Items listed in a dataset:
=== Begin Enclosure ===
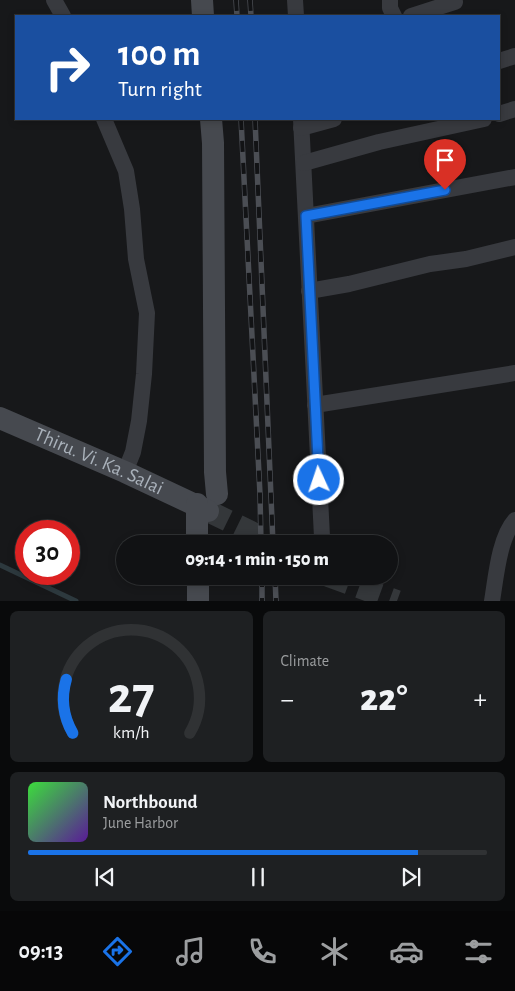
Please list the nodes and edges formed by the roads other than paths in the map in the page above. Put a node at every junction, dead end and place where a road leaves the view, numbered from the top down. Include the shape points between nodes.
1 (54, 0) edge
2 (202, 0) edge
3 (295, 0) edge
4 (390, 0) edge
5 (455, 2) dead end
6 (62, 15) edge
7 (203, 15) edge
8 (296, 15) edge
9 (394, 15) edge
10 (414, 15) edge
11 (515, 56) edge
12 (500, 61) edge
13 (515, 109) edge
14 (500, 114) edge
15 (104, 120) edge
16 (211, 120) edge
17 (327, 120) edge
18 (479, 120) edge
19 (301, 124) edge
20 (304, 163) junction
21 (515, 177) edge
22 (306, 216) junction
23 (515, 247) edge
24 (309, 290) junction
25 (515, 373) edge
26 (315, 405) junction
27 (0, 418) edge
28 (125, 472) junction
29 (208, 503) junction
30 (515, 520) edge
31 (199, 535) edge
32 (322, 535) edge
33 (198, 585) edge
34 (198, 601) edge
35 (492, 601) edge

1 - 6 street
2 - 7 street
3 - 8 street
4 - 9 street
5 - 10 street
11 - 12 street
13 - 14 street
15 - 28 street via 126,171 136,259 147,313 139,421
16 - 29 street via 215,472
17 - 19 street
18 - 20 street
19 - 20 street
20 - 22 street
21 - 22 street
22 - 24 street
23 - 24 street
24 - 26 street
25 - 26 street
26 - 32 street
27 - 28 street, Thiru. Vi. Ka. Salai
28 - 29 street, Thiru. Vi. Ka. Salai
29 - 31 street
30 - 35 street via 509,526 502,549
33 - 34 street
=== End Enclosure ===
■ ACTION ITEM: With the images left out, set down each record exactly as it appears.

■ RESPONSE BELOW:
Please list the nodes and edges formed by the roads other than paths in the map in the page above. Put a node at every junction, dead end and place where a road leaves the view, numbered from the top down. Include the shape points between nodes.
1 (54, 0) edge
2 (202, 0) edge
3 (295, 0) edge
4 (390, 0) edge
5 (455, 2) dead end
6 (62, 15) edge
7 (203, 15) edge
8 (296, 15) edge
9 (394, 15) edge
10 (414, 15) edge
11 (515, 56) edge
12 (500, 61) edge
13 (515, 109) edge
14 (500, 114) edge
15 (104, 120) edge
16 (211, 120) edge
17 (327, 120) edge
18 (479, 120) edge
19 (301, 124) edge
20 (304, 163) junction
21 (515, 177) edge
22 (306, 216) junction
23 (515, 247) edge
24 (309, 290) junction
25 (515, 373) edge
26 (315, 405) junction
27 (0, 418) edge
28 (125, 472) junction
29 (208, 503) junction
30 (515, 520) edge
31 (199, 535) edge
32 (322, 535) edge
33 (198, 585) edge
34 (198, 601) edge
35 (492, 601) edge

1 - 6 street
2 - 7 street
3 - 8 street
4 - 9 street
5 - 10 street
11 - 12 street
13 - 14 street
15 - 28 street via 126,171 136,259 147,313 139,421
16 - 29 street via 215,472
17 - 19 street
18 - 20 street
19 - 20 street
20 - 22 street
21 - 22 street
22 - 24 street
23 - 24 street
24 - 26 street
25 - 26 street
26 - 32 street
27 - 28 street, Thiru. Vi. Ka. Salai
28 - 29 street, Thiru. Vi. Ka. Salai
29 - 31 street
30 - 35 street via 509,526 502,549
33 - 34 street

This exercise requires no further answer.